Let's consider that normal forms of 'world' and 'word' are the same. So, first build a reversed dictionary of Normalized -> [word1, word2, word3],
e.g.:
"world" <-> Normalized('world')
"word" <-> Normalized('wrd')
to:
Normalized('world') -> ["world", "word"]
There you go - all the items (lists) in the Normalized dict which have more than one value - are the matched words.

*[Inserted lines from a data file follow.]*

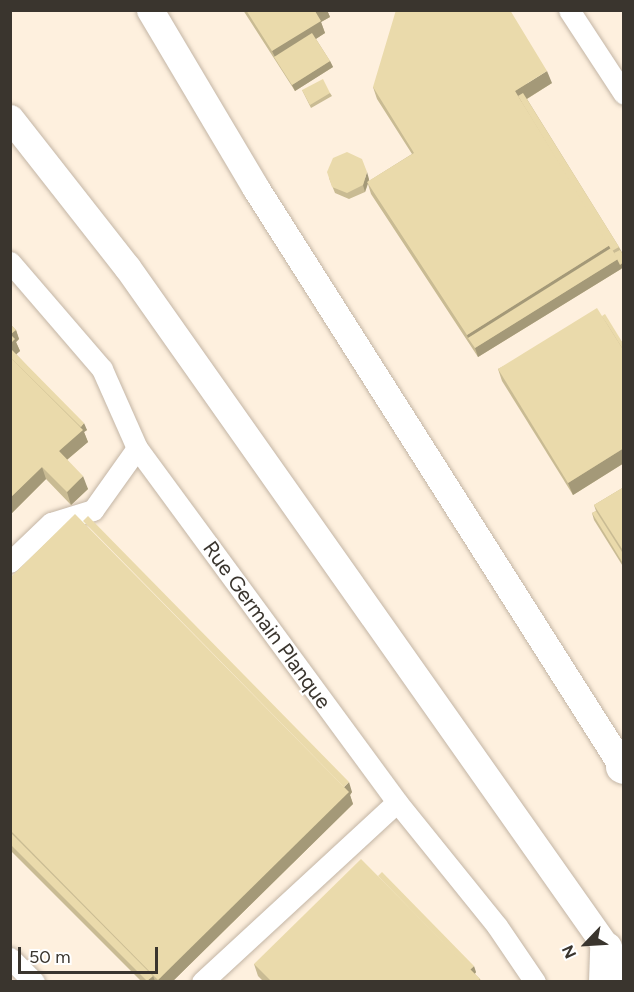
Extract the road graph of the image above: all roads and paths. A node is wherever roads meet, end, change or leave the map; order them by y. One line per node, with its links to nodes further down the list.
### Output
1 (150, 10): 8 (main road)
2 (569, 10): 3 (street)
3 (624, 94)
4 (10, 118): 10 (main road)
5 (10, 262): 6 (street, Rue Germain Planque)
6 (137, 448): 7 (street); 9 (street, Rue Germain Planque)
7 (10, 562)
8 (623, 768)
9 (397, 802): 11 (street); 12 (street, Rue Germain Planque)
10 (615, 960): 13 (highway)
11 (202, 981)
12 (535, 981)
13 (605, 981)

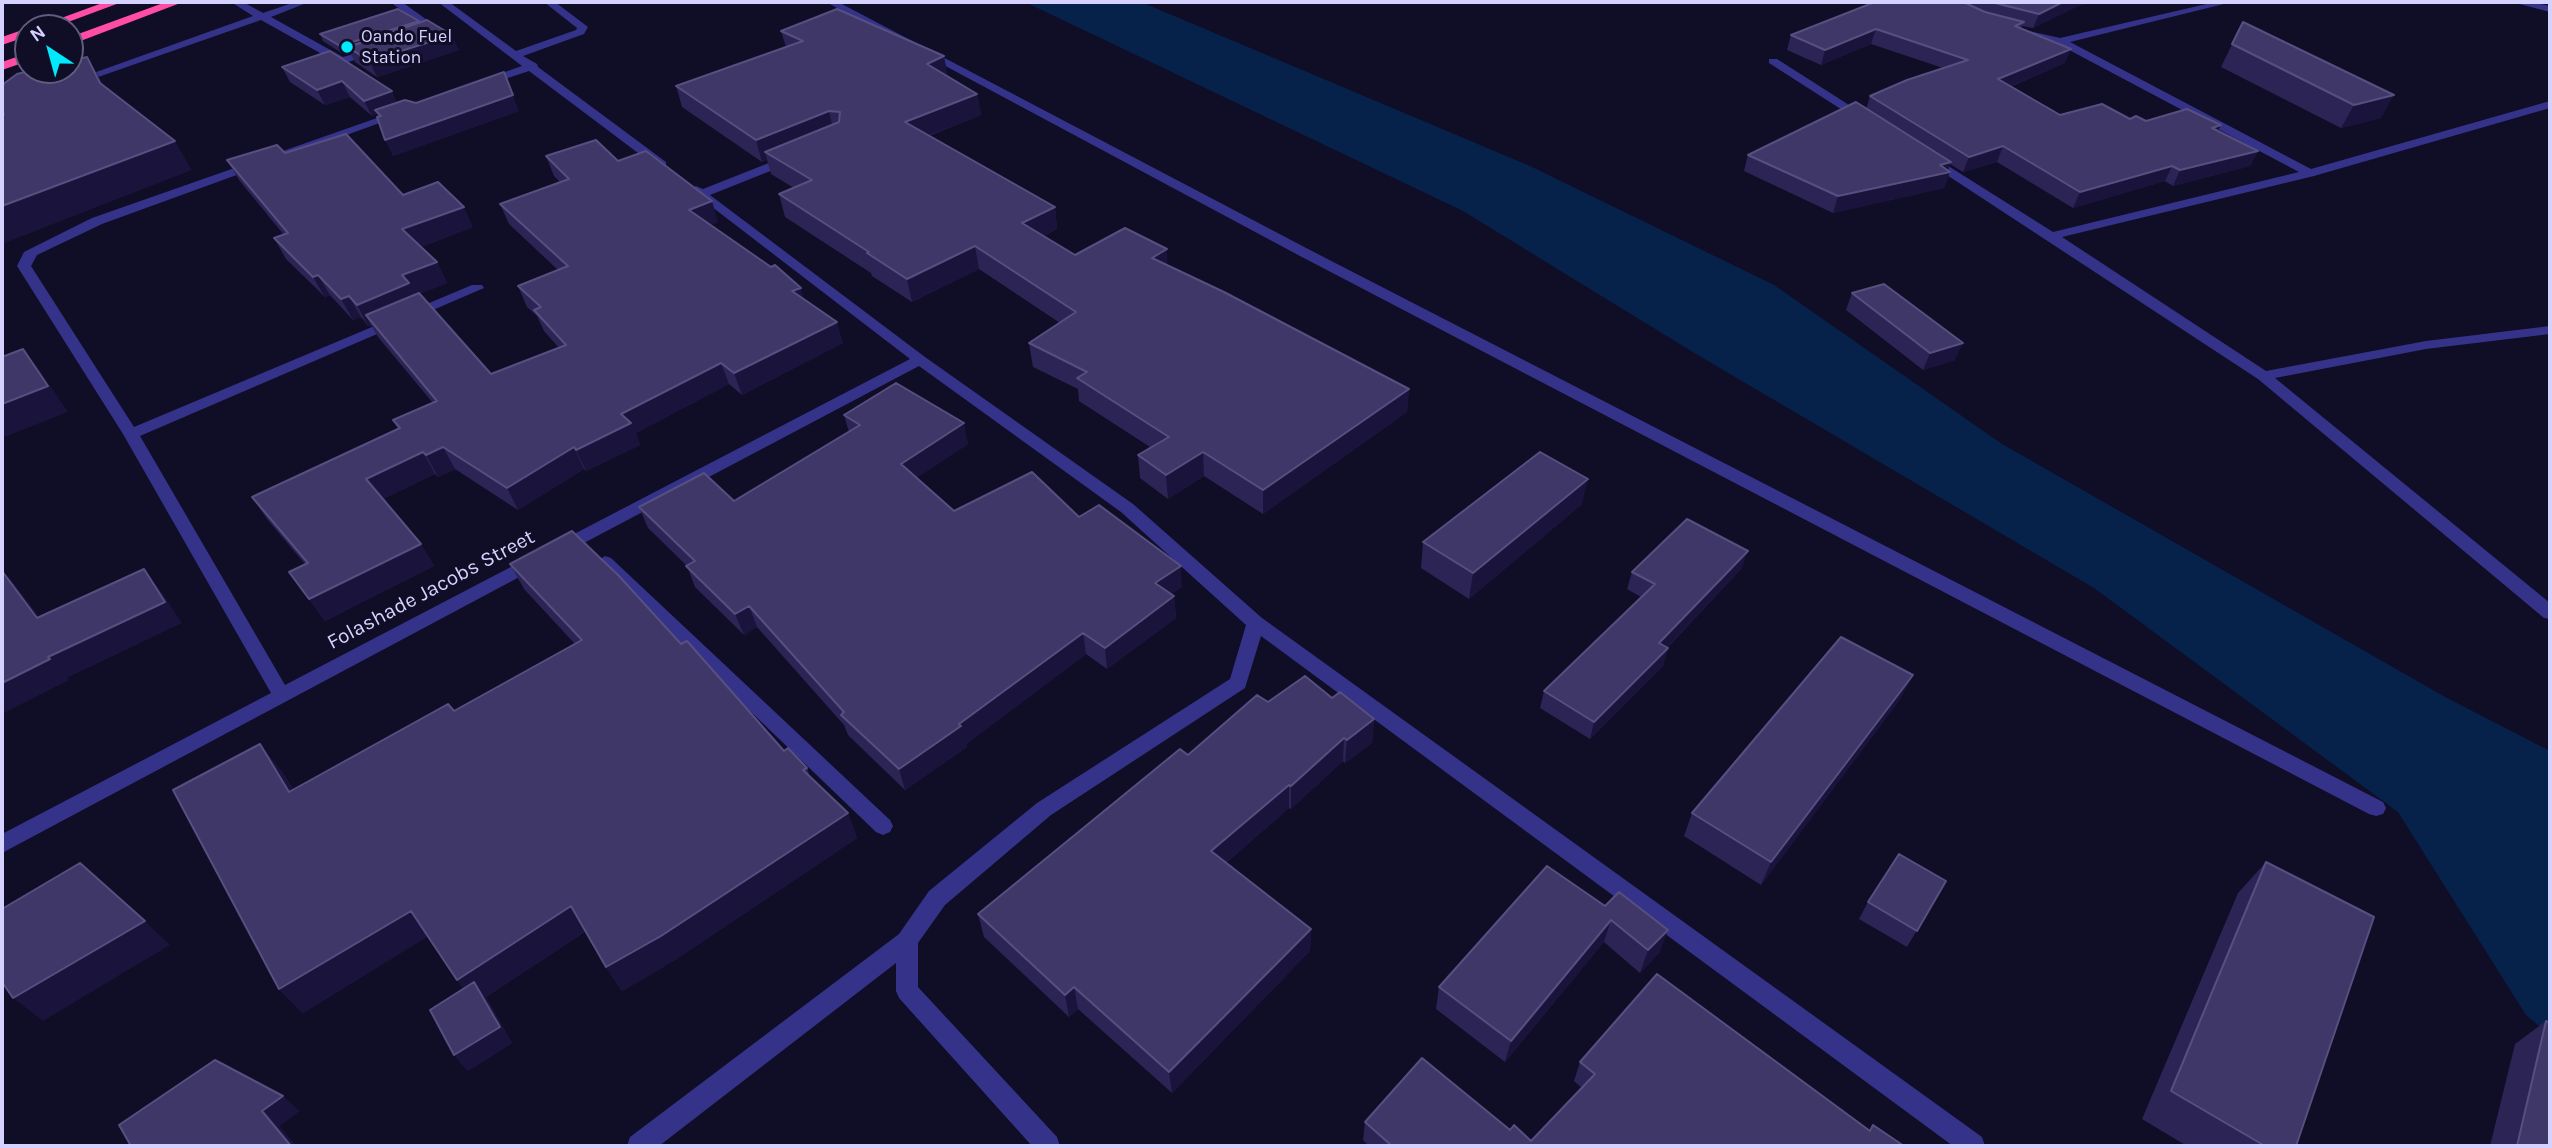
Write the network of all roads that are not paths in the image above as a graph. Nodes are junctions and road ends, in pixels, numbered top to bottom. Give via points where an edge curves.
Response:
1 (111, 2) edge
2 (177, 2) edge
3 (236, 2) edge
4 (304, 2) edge
5 (395, 2) edge
6 (549, 2) edge
7 (831, 2) edge
8 (2227, 2) edge
9 (2517, 2) edge
10 (453, 3) edge
11 (2550, 9) edge
12 (78, 14) edge
13 (265, 16) junction
14 (2008, 29) edge
15 (423, 34) edge
16 (84, 36) edge
17 (2060, 41) junction
18 (385, 47) edge
19 (517, 55) junction
20 (1773, 61) dead end
21 (533, 66) junction
22 (64, 86) edge
23 (469, 89) edge
24 (2550, 104) edge
25 (418, 107) edge
26 (1878, 128) edge
27 (1913, 150) edge
28 (802, 153) edge
29 (2310, 173) junction
30 (701, 194) junction
31 (2051, 236) junction
32 (477, 288) dead end
33 (2550, 330) edge
34 (920, 360) junction
35 (2263, 376) junction
36 (131, 434) junction
37 (579, 538) junction
38 (2550, 613) edge
39 (1256, 623) junction
40 (281, 694) junction
41 (2376, 808) dead end
42 (883, 826) dead end
43 (2, 844) edge
44 (907, 941) junction
45 (639, 1146) edge
46 (1048, 1146) edge
47 (1973, 1146) edge

1 - 12 highway
2 - 16 highway
3 - 13 street
4 - 13 street
5 - 15 street via 436,30
6 - 19 street via 583,27 580,32
7 - 41 street
8 - 17 street
9 - 11 street
10 - 19 street
13 - 18 street via 342,61
13 - 22 street
14 - 17 street
17 - 29 street
19 - 21 street
20 - 26 street
21 - 23 street
21 - 30 street
24 - 29 street
25 - 36 street via 97,221 31,252 24,266
27 - 31 street
28 - 30 street
29 - 31 street
30 - 34 street
31 - 35 street
32 - 36 street
33 - 35 street via 2426,345
34 - 37 street, Folashade Jacobs Street
34 - 39 street via 1127,508
35 - 38 street
36 - 40 street
37 - 40 street, Folashade Jacobs Street
37 - 42 street
39 - 44 street via 1238,683 1044,809 937,898
39 - 47 street
40 - 43 street, Folashade Jacobs Street
44 - 45 street
44 - 46 street via 906,991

The normalization algorithm depends on data i.e. the words. Consider one of the many:
Specific to fuzzywuzzy, note that currently process.extractOne defaults to WRatio which is by far the slowest of their algorithms, and processor defaults to utils.full_process. If you pass in say fuzz.QRatio as your scorer it will go much quicker, but not as powerful depending on what you're trying to match. May be just fine for names though. I personally have good luck with token_set_ratio which is at least somewhat quicker than WRatio. You can also run utils.full_process() on all your choices beforehand and then run it with fuzz.ratio as your scorer and processor=None to skip the processing step. (see below) If you're just using the basic ratio function fuzzywuzzy is probably overkill though. Fwiw I have a JavaScript port (fuzzball.js) where you can pre-calculate the token sets too and use those instead of recalculating each time.)
This doesn't cut down the sheer number of comparisons but it helps. (BK-tree for this possibly? Been looking into same situation myself)
Also be sure to have python-Levenshtein installed so you use the faster calculation.
**The behavior below may change, open issues under discussion etc.**
fuzz.ratio doesn't run full process, and the token_set and token_sort functions accept a full_process=False param, and If you don't set Processor=None the extract function will try to run full process anyway. Can use functools' partial to say pass in fuzz.token_set_ratio with full_process=False as your scorer, and run utils.full_process on your choices beforehand.